The following was recently published by William Coppola on Latino Sports. And with 21 Days of Clemente in full swing, we feel that it is only right to re-post the article for our readers to learn more on The Great One Roberto Clemente. Enjoy!
LOS ANGELES, CA — Who is the best baseball player you have ever seen? That question comes up all the time for fans. With the use of the internet, it is easy to find old footage of entire games and spectacular plays, like “The Catch” by Willie Mays in the 1954 World Series and Puerto Rico’s Roberto Clemente’s fantastic grace and powerful, accurate arm to the plate to save a run against Baltimore in Game 6 of the 1971 World Series. But to watch a great player over his entire career and witnessing him at the ballpark will remain with you forever by what you saw with your own eyes.

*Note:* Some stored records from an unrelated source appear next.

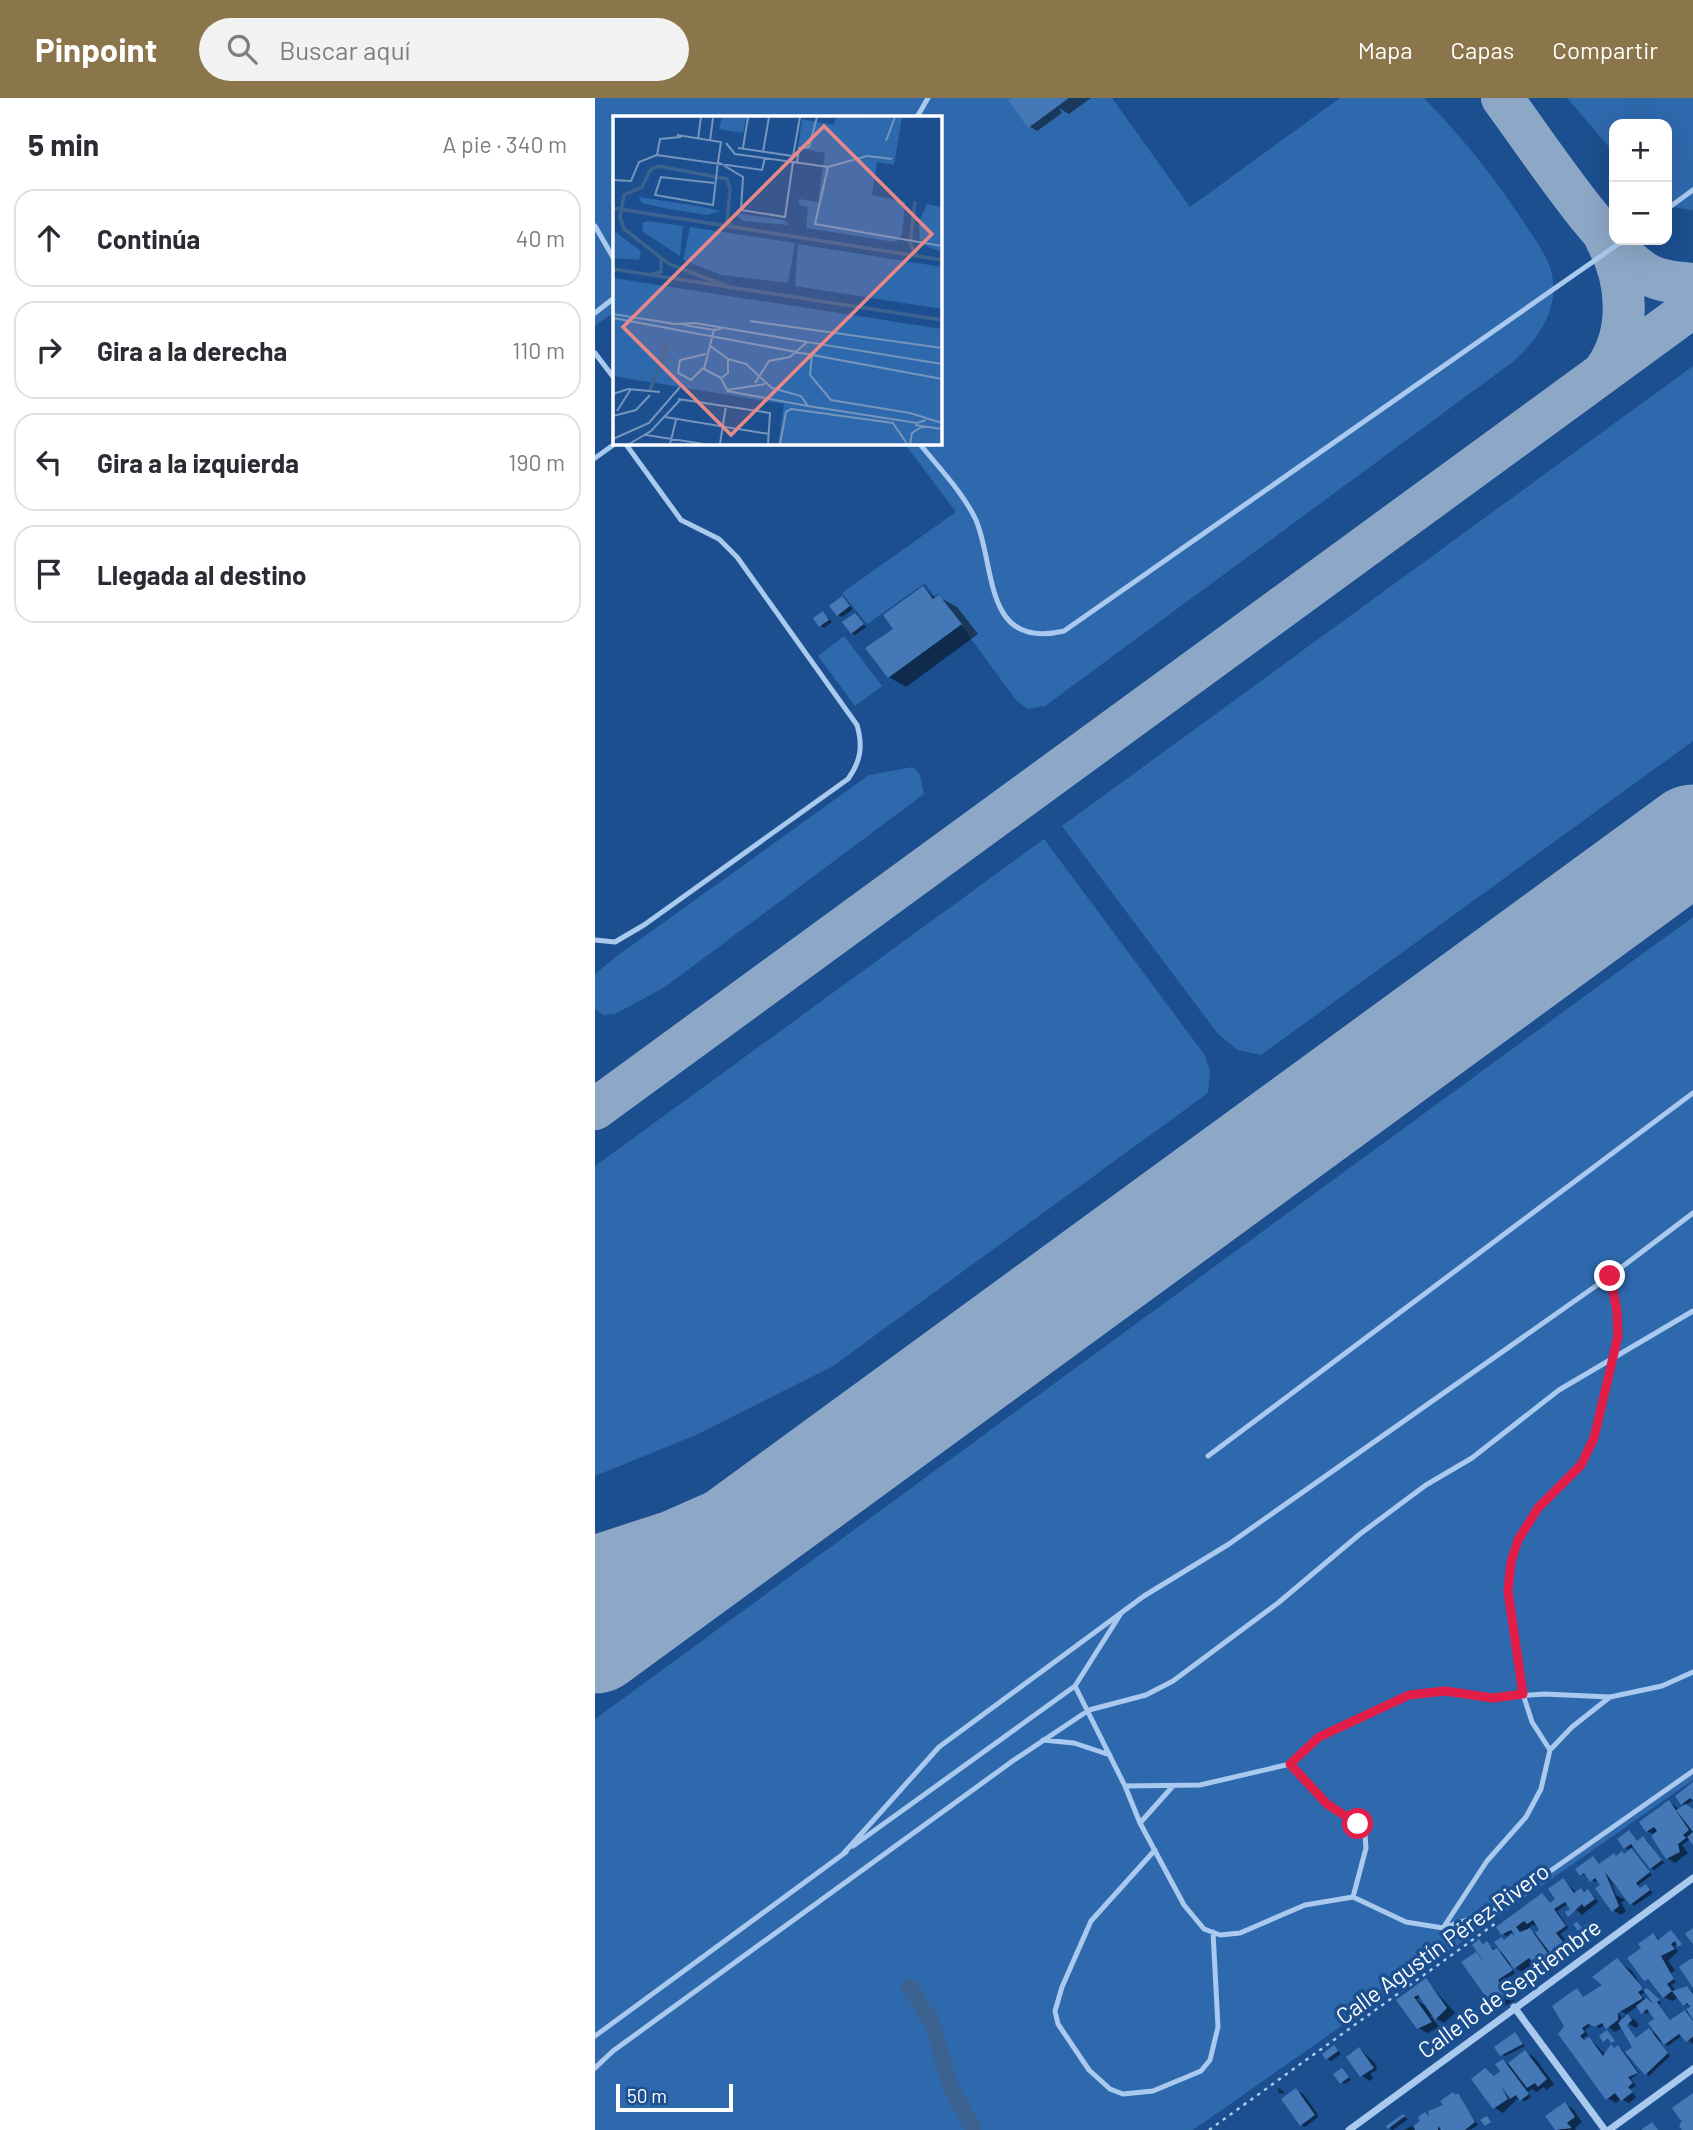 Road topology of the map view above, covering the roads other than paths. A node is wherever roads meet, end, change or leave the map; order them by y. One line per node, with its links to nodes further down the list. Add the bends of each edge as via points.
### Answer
1 (928, 98): 2 (lane)
2 (918, 116)
3 (1693, 190): 4 (lane)
4 (1672, 205)
5 (595, 226): 7 (lane)
6 (1617, 245): 14 (lane, via 1064,631 1047,635 1023,632 1006,617 990,588 977,523 964,496)
7 (613, 257)
8 (613, 299): 9 (lane)
9 (595, 313)
10 (595, 352): 11 (lane)
11 (613, 377)
12 (615, 444): 15 (lane)
13 (626, 444): 16 (lane, via 681,520 719,539 737,557 857,724 861,756 848,779 636,930 615,942)
14 (920, 444)
15 (595, 458)
16 (595, 940)
17 (1693, 1093): 22 (lane)
18 (1693, 1213): 19 (lane)
19 (1610, 1276): 21 (lane, via 1618,1336); 23 (lane, via 1229,1544)
20 (1692, 1313): 21 (lane)
21 (1612, 1358): 26 (lane, via 1594,1438 1581,1465 1538,1508 1518,1540 1511,1562 1508,1591); 28 (lane, via 1559,1390 1472,1458 1415,1493 1173,1681 1146,1695)
22 (1208, 1456)
23 (1122, 1612): 25 (lane); 38 (lane, via 939,1747)
24 (1693, 1672): 27 (lane, via 1662,1686)
25 (1075, 1686): 28 (lane); 38 (lane)
26 (1523, 1694): 27 (lane); 30 (lane, via 1532,1722); 32 (lane, via 1493,1698 1445,1691 1409,1695 1319,1737)
27 (1610, 1697): 30 (lane)
28 (1089, 1710): 29 (lane); 31 (lane)
29 (1043, 1740): 31 (lane, via 1074,1743); 45 (lane)
30 (1550, 1750): 41 (lane, via 1541,1789 1526,1817 1487,1861)
31 (1110, 1755): 34 (lane)
32 (1290, 1764): 35 (lane, via 1200,1785); 40 (lane, via 1327,1804 1348,1816 1365,1835)
33 (1693, 1771): 41 (lane, via 1492,1912)
34 (1125, 1786): 35 (lane); 36 (lane)
35 (1173, 1786): 36 (lane)
36 (1140, 1824): 37 (lane)
37 (1155, 1850): 42 (lane, via 1184,1905); 42 (lane, via 1091,1921 1055,2011 1058,2024 1089,2070 1110,2089 1123,2094 1153,2091 1201,2071 1210,2060 1218,2027)
38 (844, 1853): 44 (lane)
39 (1693, 1878): 43 (street, Calle16 de Septiembre)
40 (1353, 1898): 41 (lane, via 1406,1922); 42 (lane, via 1305,1905 1240,1933)
41 (1443, 1928)
42 (1213, 1933)
43 (1514, 2007): 47 (street, Calle16 de Septiembre); 48 (street)
44 (595, 2036)
45 (595, 2068)
46 (1693, 2069): 48 (street)
47 (1349, 2130)
48 (1607, 2130)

I was fortunate enough to see many great players in my lifetime. Growing up in New York, I was spoiled from the mid-1950s through the mid-1960s. I believed that the World Series was only allowed between two NY teams every year. The Yankees, Dodgers, and Giants were in the “Fall Classic” for eighteen years from 1949 to 1966, if you include the transplanted Dodgers’ four appearances after their move to LA in 1958. So, I saw the best of the best every year for many years. Then there was the Mets in 1969 and 1986, plus the Yankee teams with Reggie Jackson and later the monster Derek Jeter teams from 1996 to 2009.

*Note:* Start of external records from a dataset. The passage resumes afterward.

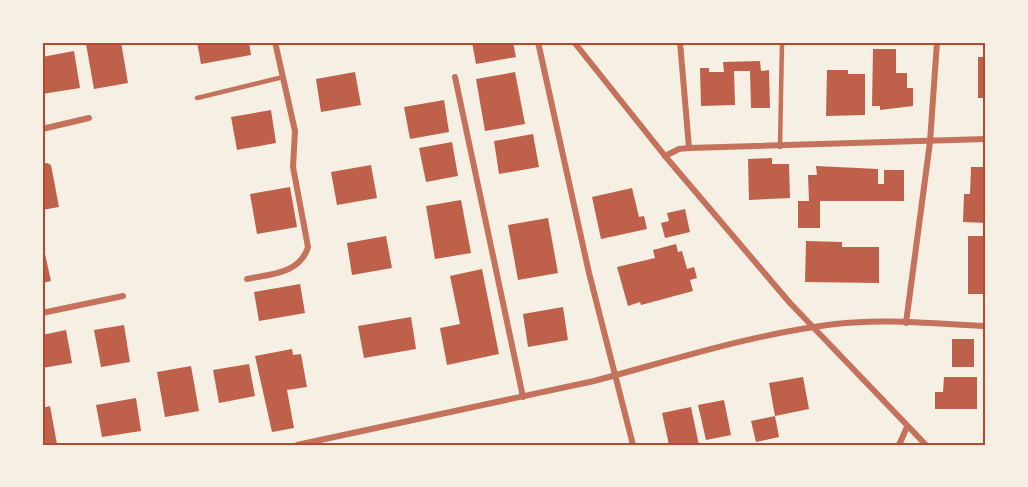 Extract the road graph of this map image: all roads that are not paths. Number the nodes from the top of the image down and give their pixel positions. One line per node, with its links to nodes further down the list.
1 (276, 42): 7 (street)
2 (538, 42): 23 (street)
3 (574, 42): 16 (street)
4 (680, 42): 15 (street)
5 (783, 42): 14 (lane)
6 (937, 42): 13 (street)
7 (283, 77): 9 (lane); 17 (street)
8 (455, 77): 24 (street)
9 (197, 98)
10 (88, 118): 11 (street)
11 (42, 129)
12 (986, 139): 13 (street)
13 (930, 142): 14 (street); 20 (street)
14 (780, 147): 15 (street)
15 (689, 148): 16 (street)
16 (665, 156): 22 (street)
17 (247, 279)
18 (123, 296): 19 (street)
19 (42, 313)
20 (906, 323): 21 (street); 22 (street)
21 (986, 326)
22 (814, 327): 23 (street); 25 (street)
23 (614, 375): 24 (street); 27 (street)
24 (523, 397): 26 (street)
25 (907, 427): 28 (street); 29 (street)
26 (297, 445)
27 (633, 445)
28 (899, 445)
29 (926, 445)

So, who is the best I ever saw? Mickey Mantle, Willie Mays, Duke Snider of the 1950s? Reggie Jackson, Catfish Hunter, Thurman Munson of the 1970s? Tom Seaver, Nolan Ryan, Darryl Strawberry, Dwight Gooden, and Mike Piazza of the Mets? Derek Jeter, Roger Clemens, Panama’s Mariano Rivera?
Amazingly, it is not any of the greats mentioned above who played in my hometown. The best I ever saw was Roberto Clemente. Others hit more home runs and had more RBIs. Those mentioned had spectacular plays on their resumes and more World Series rings. But Clemente had something special that set him apart from all the other greats.
Whenever I saw him play, he was exciting and graceful, and he had a style of play that left an image printed on my brain that I can not remove to this day. He was the enemy to my teams that I rooted for every time I saw him on the field.